Saved entries
.....

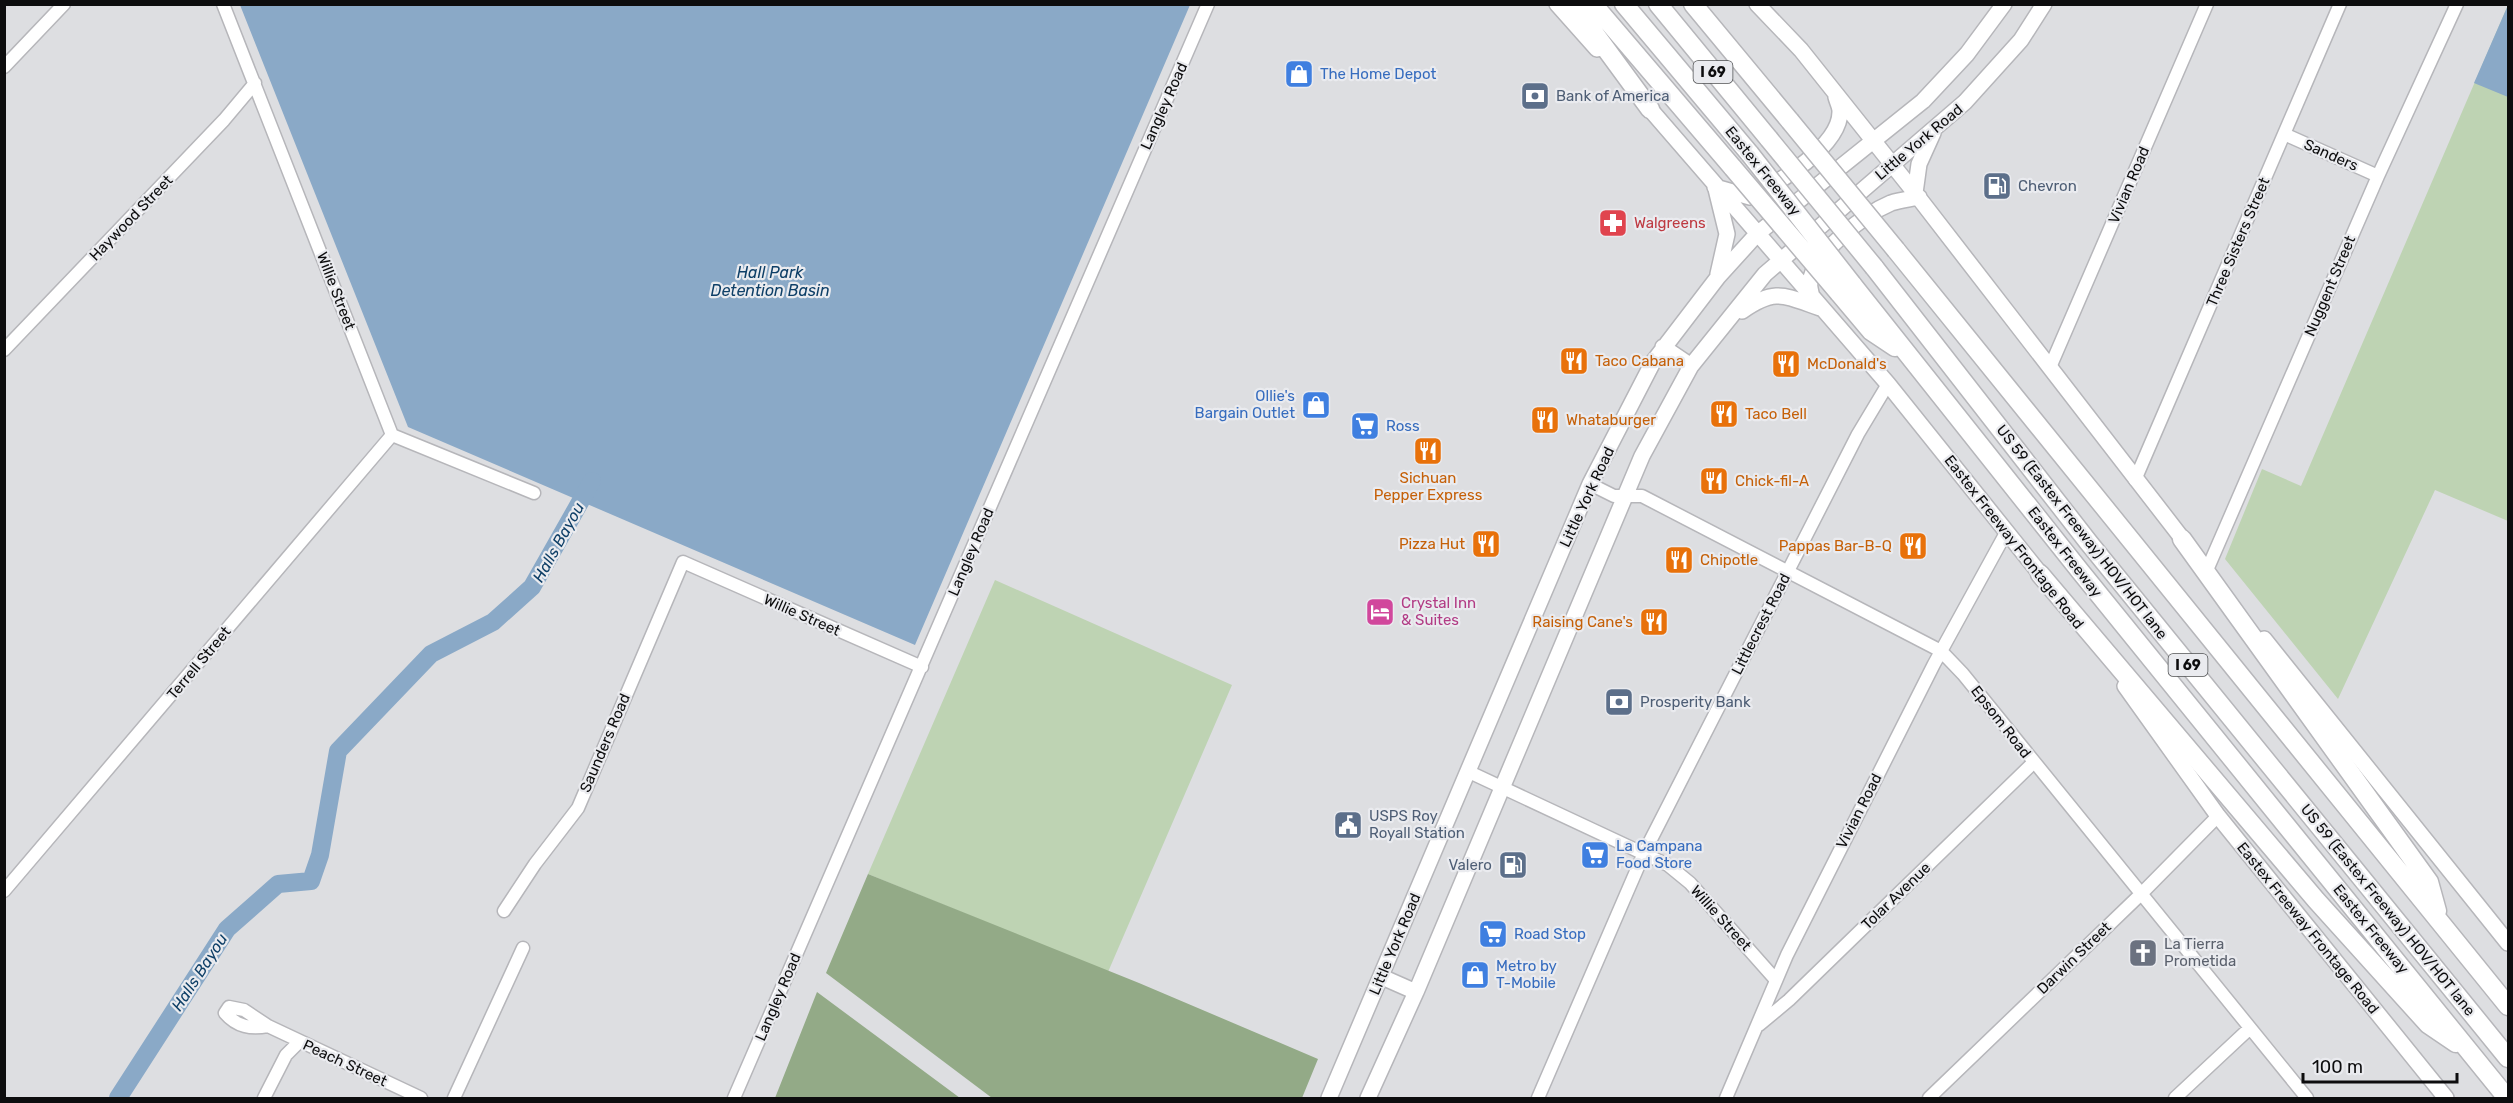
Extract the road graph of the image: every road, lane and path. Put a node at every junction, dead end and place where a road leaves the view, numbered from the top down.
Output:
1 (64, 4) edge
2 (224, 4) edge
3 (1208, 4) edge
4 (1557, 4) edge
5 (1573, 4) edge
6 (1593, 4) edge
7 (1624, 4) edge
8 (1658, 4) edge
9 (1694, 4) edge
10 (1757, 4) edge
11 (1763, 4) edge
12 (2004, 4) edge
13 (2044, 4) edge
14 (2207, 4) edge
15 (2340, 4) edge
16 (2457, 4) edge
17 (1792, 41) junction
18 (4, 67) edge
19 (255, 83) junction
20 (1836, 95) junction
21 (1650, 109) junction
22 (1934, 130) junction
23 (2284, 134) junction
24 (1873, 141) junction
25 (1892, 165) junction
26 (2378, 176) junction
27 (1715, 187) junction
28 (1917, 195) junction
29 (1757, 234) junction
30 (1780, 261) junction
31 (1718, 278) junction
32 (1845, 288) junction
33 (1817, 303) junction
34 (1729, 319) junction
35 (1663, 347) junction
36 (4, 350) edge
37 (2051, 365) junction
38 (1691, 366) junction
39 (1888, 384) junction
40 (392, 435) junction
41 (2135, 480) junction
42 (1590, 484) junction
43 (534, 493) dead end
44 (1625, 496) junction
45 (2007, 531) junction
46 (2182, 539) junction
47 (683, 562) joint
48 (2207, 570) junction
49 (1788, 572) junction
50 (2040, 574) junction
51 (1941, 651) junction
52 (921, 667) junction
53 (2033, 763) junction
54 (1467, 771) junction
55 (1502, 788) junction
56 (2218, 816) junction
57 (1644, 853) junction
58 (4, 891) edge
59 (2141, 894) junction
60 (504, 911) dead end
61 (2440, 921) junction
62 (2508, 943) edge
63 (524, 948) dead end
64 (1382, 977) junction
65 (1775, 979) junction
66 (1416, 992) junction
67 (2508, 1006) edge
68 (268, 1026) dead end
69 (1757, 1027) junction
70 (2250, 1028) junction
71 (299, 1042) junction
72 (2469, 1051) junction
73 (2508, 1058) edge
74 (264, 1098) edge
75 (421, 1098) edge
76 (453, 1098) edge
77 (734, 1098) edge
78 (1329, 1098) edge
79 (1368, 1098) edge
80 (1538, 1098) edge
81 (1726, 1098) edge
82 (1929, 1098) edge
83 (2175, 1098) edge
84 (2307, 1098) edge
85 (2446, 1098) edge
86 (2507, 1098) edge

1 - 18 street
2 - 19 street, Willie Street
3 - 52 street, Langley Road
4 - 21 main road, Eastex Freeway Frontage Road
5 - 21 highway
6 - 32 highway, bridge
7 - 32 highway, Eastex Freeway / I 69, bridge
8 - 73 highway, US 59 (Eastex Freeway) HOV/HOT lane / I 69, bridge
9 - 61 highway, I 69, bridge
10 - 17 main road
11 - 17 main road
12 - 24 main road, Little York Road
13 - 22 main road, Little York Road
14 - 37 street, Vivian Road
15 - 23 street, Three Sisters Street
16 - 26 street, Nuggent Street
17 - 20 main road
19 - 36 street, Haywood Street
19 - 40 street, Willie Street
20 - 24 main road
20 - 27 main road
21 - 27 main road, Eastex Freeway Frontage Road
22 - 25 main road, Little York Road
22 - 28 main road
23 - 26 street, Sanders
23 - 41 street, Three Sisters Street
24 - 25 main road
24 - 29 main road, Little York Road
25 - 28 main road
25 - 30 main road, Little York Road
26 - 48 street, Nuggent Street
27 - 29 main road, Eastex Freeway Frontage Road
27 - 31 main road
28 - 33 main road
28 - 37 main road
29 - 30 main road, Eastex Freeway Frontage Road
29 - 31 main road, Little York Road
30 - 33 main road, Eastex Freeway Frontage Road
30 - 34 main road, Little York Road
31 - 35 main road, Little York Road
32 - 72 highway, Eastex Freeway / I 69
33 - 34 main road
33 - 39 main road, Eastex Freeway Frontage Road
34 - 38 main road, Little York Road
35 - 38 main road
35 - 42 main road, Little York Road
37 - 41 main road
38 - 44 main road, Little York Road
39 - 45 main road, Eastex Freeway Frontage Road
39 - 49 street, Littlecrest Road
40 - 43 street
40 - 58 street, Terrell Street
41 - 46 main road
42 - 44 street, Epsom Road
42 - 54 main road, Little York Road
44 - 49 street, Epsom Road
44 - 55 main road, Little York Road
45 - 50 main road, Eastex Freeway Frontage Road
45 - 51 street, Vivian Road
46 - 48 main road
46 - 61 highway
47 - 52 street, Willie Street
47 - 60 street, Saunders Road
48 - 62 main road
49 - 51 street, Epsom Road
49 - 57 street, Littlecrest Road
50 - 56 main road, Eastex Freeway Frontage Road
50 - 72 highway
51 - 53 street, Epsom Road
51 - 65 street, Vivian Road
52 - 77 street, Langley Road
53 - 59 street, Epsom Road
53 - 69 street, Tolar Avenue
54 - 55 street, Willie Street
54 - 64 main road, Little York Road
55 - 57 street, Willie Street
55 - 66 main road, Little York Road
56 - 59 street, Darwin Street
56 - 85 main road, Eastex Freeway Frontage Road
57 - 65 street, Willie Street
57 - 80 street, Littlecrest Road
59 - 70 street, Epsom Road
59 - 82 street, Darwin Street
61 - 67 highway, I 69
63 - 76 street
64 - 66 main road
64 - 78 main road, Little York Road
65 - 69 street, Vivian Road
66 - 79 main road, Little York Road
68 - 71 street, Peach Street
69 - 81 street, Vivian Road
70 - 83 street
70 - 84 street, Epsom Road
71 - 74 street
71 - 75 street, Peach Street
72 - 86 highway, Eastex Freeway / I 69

.....

Among the lines above, some may hold the string "bridge". State how many, giving the number alone.

4